*WORK REQUIRED*:
Word for word, restate the entries below and exclude every image.

*GIVEN RECORDS*:
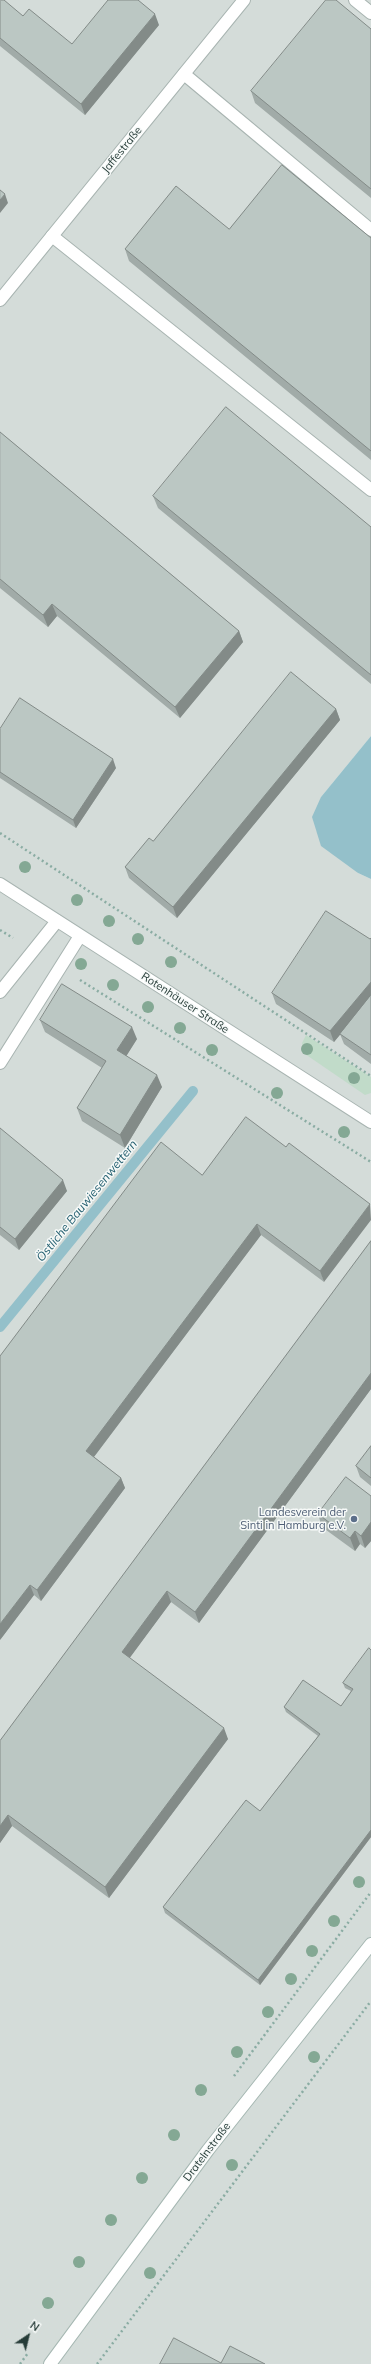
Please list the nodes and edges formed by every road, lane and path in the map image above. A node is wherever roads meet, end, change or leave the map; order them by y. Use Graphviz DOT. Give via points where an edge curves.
graph roads {
  1 [pos="244,0"];
  2 [pos="355,0"];
  3 [pos="371,13"];
  4 [pos="184,74"];
  5 [pos="371,230"];
  6 [pos="52,236"];
  7 [pos="0,300"];
  8 [pos="371,490"];
  9 [pos="0,833"];
  10 [pos="0,884"];
  11 [pos="57,921"];
  12 [pos="0,930"];
  13 [pos="80,936"];
  14 [pos="33,951"];
  15 [pos="59,968"];
  16 [pos="0,992"];
  17 [pos="0,1063"];
  18 [pos="371,1076"];
  19 [pos="371,1122"];
  20 [pos="371,1162"];
  21 [pos="371,1892"];
  22 [pos="371,1944"];
  23 [pos="299,1989"];
  24 [pos="371,2001"];
  25 [pos="50,2364"];
  26 [pos="97,2364"];
  1 -- 4 [label="street, Jaffestraße"];
  2 -- 3 [label="street"];
  4 -- 5 [label="street"];
  4 -- 6 [label="street, Jaffestraße"];
  6 -- 7 [label="street, Jaffestraße"];
  6 -- 8 [label="street"];
  9 -- 18 [label="path"];
  10 -- 11 [label="street, Rotenhäuser Straße"];
  11 -- 13 [label="street, Rotenhäuser Straße"];
  11 -- 14 [label="street"];
  12 -- 14 [label="path"];
  13 -- 15 [label="street"];
  13 -- 19 [label="street, Rotenhäuser Straße"];
  14 -- 16 [label="street"];
  15 -- 17 [label="street"];
  15 -- 20 [label="path"];
  21 -- 23 [label="path"];
  22 -- 25 [label="street, Dratelnstraße" via="208,2150"];
  24 -- 26 [label="path"];
}
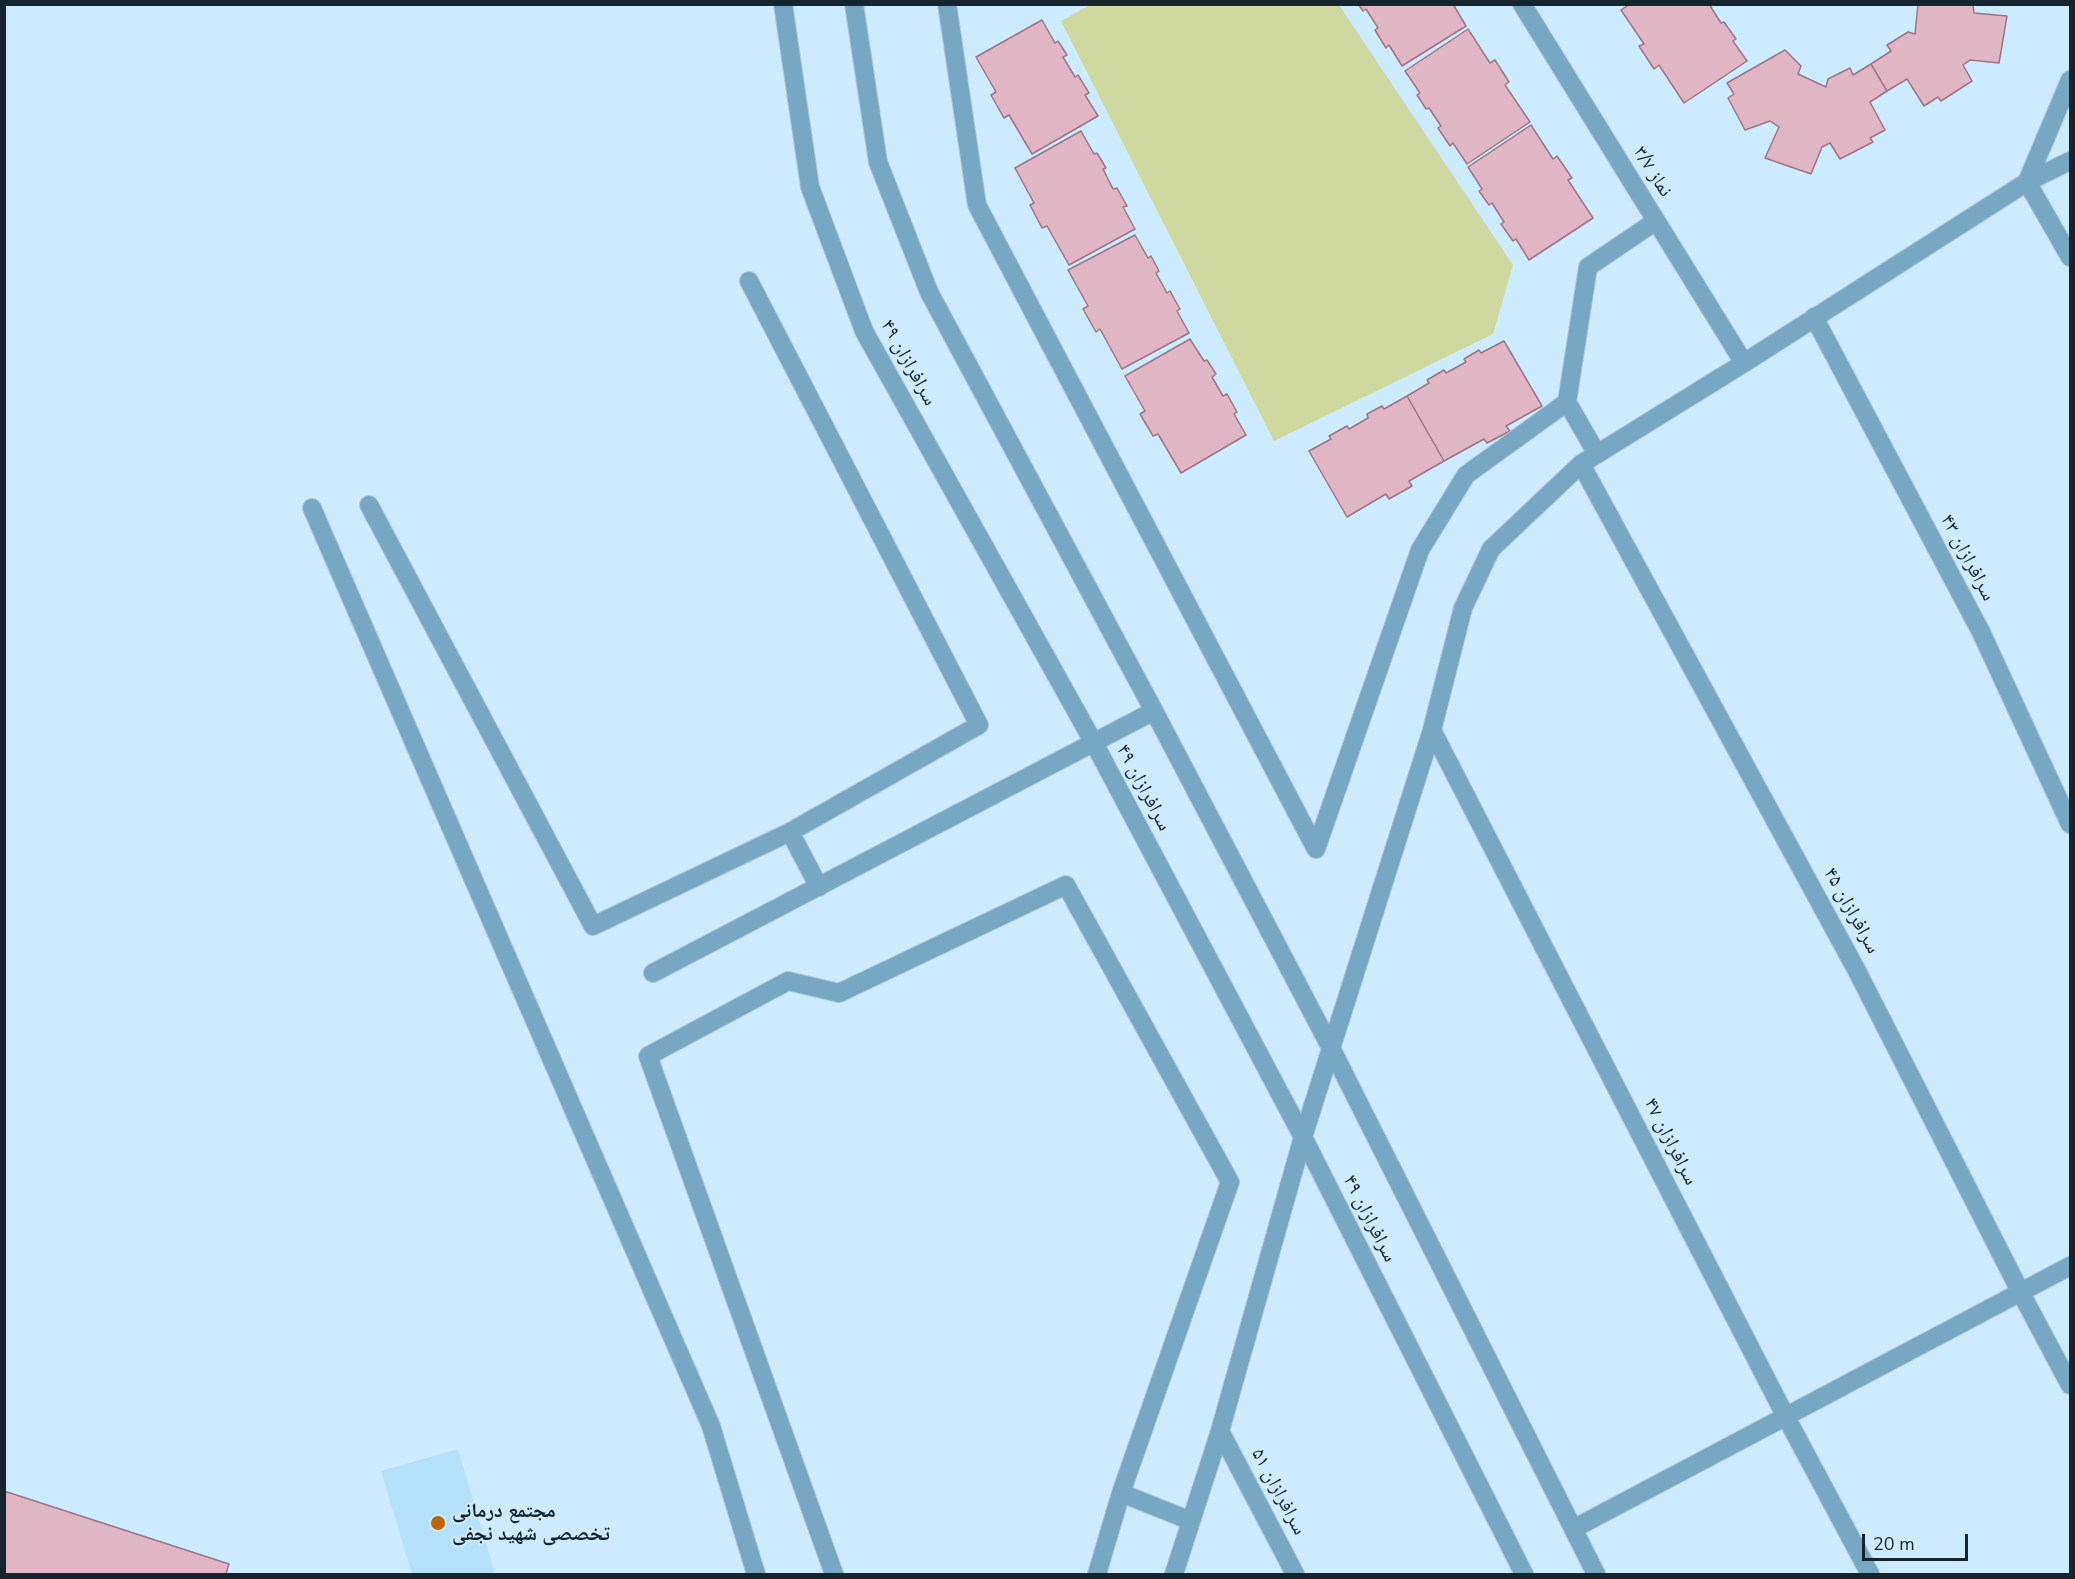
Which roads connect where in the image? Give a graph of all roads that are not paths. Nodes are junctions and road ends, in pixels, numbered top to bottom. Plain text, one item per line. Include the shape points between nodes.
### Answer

*RESULT OF THIS TASK*:
Please list the nodes and edges formed by every road, lane and path in the map image above. A node is wherever roads meet, end, change or leave the map; order them by y. Use Graphviz DOT. Give via points where an edge curves.
graph roads {
  1 [pos="244,0"];
  2 [pos="355,0"];
  3 [pos="371,13"];
  4 [pos="184,74"];
  5 [pos="371,230"];
  6 [pos="52,236"];
  7 [pos="0,300"];
  8 [pos="371,490"];
  9 [pos="0,833"];
  10 [pos="0,884"];
  11 [pos="57,921"];
  12 [pos="0,930"];
  13 [pos="80,936"];
  14 [pos="33,951"];
  15 [pos="59,968"];
  16 [pos="0,992"];
  17 [pos="0,1063"];
  18 [pos="371,1076"];
  19 [pos="371,1122"];
  20 [pos="371,1162"];
  21 [pos="371,1892"];
  22 [pos="371,1944"];
  23 [pos="299,1989"];
  24 [pos="371,2001"];
  25 [pos="50,2364"];
  26 [pos="97,2364"];
  1 -- 4 [label="street, Jaffestraße"];
  2 -- 3 [label="street"];
  4 -- 5 [label="street"];
  4 -- 6 [label="street, Jaffestraße"];
  6 -- 7 [label="street, Jaffestraße"];
  6 -- 8 [label="street"];
  9 -- 18 [label="path"];
  10 -- 11 [label="street, Rotenhäuser Straße"];
  11 -- 13 [label="street, Rotenhäuser Straße"];
  11 -- 14 [label="street"];
  12 -- 14 [label="path"];
  13 -- 15 [label="street"];
  13 -- 19 [label="street, Rotenhäuser Straße"];
  14 -- 16 [label="street"];
  15 -- 17 [label="street"];
  15 -- 20 [label="path"];
  21 -- 23 [label="path"];
  22 -- 25 [label="street, Dratelnstraße" via="208,2150"];
  24 -- 26 [label="path"];
}
Which roads connect where in the image? Give a graph of all roads that are not paths. Nodes are junctions and road ends, in pixels, numbered top to bottom. Plain text, one item per line. Include the shape points between nodes.
### Answer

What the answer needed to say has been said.